By now, we strolled pass that apartment compound and my family walked towards the crowd out of curiosity. In the dark and in the crowd, I saw him.

The man’s body lay on the grassy ground. About a couple of metres away, I saw his severed head. His eyes were closed.

Having satisfied their curiosity, my family moved on jolly, the younger sibling linking her arm to Dad’s and the older sibling continued talking to Mum and we headed for Cold Storage.

****

Thoughts went through my head even after I was awake.

I felt a connection with that man.

When our eyes met.

We shared that moment.

That morbid moment before he decided to join Death.

The moment before he decided to slip away. I thought I felt that slight gratitude on his part for me to have shared the pre-moment of solitude and solemnity of his decision. Just three seconds and he was gone. No grand fanfare for exit and no hesitation. He was a resolute man.
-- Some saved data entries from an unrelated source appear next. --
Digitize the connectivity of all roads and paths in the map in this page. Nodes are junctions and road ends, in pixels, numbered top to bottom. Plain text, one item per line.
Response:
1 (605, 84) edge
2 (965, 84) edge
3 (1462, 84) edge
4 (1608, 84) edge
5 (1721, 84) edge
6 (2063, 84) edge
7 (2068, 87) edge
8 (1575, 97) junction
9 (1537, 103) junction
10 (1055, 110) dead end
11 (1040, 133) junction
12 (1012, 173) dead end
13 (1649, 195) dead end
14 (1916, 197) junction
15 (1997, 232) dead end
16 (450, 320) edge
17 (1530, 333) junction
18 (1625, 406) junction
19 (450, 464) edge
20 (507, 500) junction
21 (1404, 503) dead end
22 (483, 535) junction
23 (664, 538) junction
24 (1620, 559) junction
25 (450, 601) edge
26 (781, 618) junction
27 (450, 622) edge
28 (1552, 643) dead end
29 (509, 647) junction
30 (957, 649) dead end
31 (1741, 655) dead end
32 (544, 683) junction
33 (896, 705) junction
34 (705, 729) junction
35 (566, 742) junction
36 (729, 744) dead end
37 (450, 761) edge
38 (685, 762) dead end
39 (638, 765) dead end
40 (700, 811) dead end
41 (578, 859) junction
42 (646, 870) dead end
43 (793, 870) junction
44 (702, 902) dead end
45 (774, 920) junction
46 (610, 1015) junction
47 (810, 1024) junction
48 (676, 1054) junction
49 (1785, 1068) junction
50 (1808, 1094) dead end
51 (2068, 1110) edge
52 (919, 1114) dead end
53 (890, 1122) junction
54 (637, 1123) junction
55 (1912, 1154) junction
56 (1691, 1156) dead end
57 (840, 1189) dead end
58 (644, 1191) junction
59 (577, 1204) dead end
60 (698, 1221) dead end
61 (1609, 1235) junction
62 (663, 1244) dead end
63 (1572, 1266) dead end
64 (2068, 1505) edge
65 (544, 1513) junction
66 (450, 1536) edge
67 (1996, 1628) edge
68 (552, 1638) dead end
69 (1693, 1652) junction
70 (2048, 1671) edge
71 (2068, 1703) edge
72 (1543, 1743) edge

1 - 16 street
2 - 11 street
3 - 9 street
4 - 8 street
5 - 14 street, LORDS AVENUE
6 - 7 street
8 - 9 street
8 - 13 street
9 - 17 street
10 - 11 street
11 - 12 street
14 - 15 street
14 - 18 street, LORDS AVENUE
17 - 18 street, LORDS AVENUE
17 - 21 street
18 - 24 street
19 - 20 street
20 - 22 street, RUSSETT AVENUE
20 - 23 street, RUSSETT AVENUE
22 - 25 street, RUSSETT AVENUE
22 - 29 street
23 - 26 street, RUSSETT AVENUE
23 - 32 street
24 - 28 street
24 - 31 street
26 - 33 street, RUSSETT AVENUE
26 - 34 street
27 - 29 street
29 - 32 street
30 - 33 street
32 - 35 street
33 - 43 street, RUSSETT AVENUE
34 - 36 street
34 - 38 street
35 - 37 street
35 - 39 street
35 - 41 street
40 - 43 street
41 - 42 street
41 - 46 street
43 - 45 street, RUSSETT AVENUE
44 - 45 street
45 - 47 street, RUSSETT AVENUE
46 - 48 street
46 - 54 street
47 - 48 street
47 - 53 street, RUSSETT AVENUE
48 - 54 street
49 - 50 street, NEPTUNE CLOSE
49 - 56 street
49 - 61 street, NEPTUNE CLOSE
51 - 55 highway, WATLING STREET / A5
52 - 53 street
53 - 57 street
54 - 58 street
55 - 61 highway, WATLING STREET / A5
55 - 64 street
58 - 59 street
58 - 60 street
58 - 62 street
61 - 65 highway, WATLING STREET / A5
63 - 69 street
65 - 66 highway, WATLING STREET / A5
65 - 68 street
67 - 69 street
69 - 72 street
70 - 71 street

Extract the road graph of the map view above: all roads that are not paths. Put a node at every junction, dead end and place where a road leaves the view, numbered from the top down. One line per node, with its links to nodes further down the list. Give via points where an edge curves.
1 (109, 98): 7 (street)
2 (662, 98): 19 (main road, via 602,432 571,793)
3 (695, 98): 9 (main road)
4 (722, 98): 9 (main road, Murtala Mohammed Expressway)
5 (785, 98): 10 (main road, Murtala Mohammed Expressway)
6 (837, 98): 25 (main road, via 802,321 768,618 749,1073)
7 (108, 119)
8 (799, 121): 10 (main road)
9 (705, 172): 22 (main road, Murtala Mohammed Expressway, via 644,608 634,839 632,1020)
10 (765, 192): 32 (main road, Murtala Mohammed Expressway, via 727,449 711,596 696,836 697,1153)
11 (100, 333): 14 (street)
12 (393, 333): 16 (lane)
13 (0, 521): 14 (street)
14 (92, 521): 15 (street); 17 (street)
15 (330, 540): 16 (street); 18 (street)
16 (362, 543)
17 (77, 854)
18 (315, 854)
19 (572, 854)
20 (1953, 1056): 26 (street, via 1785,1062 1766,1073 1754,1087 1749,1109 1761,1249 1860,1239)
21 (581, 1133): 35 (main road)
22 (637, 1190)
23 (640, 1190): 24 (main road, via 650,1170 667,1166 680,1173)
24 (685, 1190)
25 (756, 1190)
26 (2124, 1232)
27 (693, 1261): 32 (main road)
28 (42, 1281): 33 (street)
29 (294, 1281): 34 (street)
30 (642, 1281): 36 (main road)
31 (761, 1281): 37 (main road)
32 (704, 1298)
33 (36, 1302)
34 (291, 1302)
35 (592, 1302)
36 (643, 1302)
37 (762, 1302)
I could have possibly saved him, I continued experiencing that feeling of guilt. I was the only person who saw him and could have possibly done something.

But then again, could I have possibly hastened his decision to jump, I wonder? Since he might have fear that I would alert the attention of others that would have thwarted his plans?

In my head, I continued to question why- what drove him to end his life in that calm and slightly forlorn way. Was it out of desperation or was it a resignation to his weary life? What went through his head that very moment he acted upon his decision? I continue to be disturbed because of his look.

Ironically, it was a look of peace. It was definitely not a lost look because he registered me in his eyes but he was bent on leaving, like experiencing enlightenment in the acceptance that this was the best for him- to be in another place.

There are days when I wondered about how respect could possibly come into the equation. Perhaps, he did lead a very long and tired life and he wants to hasten his journey to rest. Am I not to respect a man who has enough and feels that it is about time that he deserves that rest? Especially so, a stranger like me who know nothing about his personal life? Who am I to play the superhero and think that I would do him a favour by saving his life if this is not what he wants?

Is this how one looks when one decides to submit to one’s will, not one’s “actual” Time (which is an oxymoron since really, time being a man made notional measure for span)?

I continue to wonder about the man. He feels like someone or something that I think I know. I still feel that strong connection there and my dream remains vivid.

The look of Death- I was touched by it. I almost felt that I was nearly there.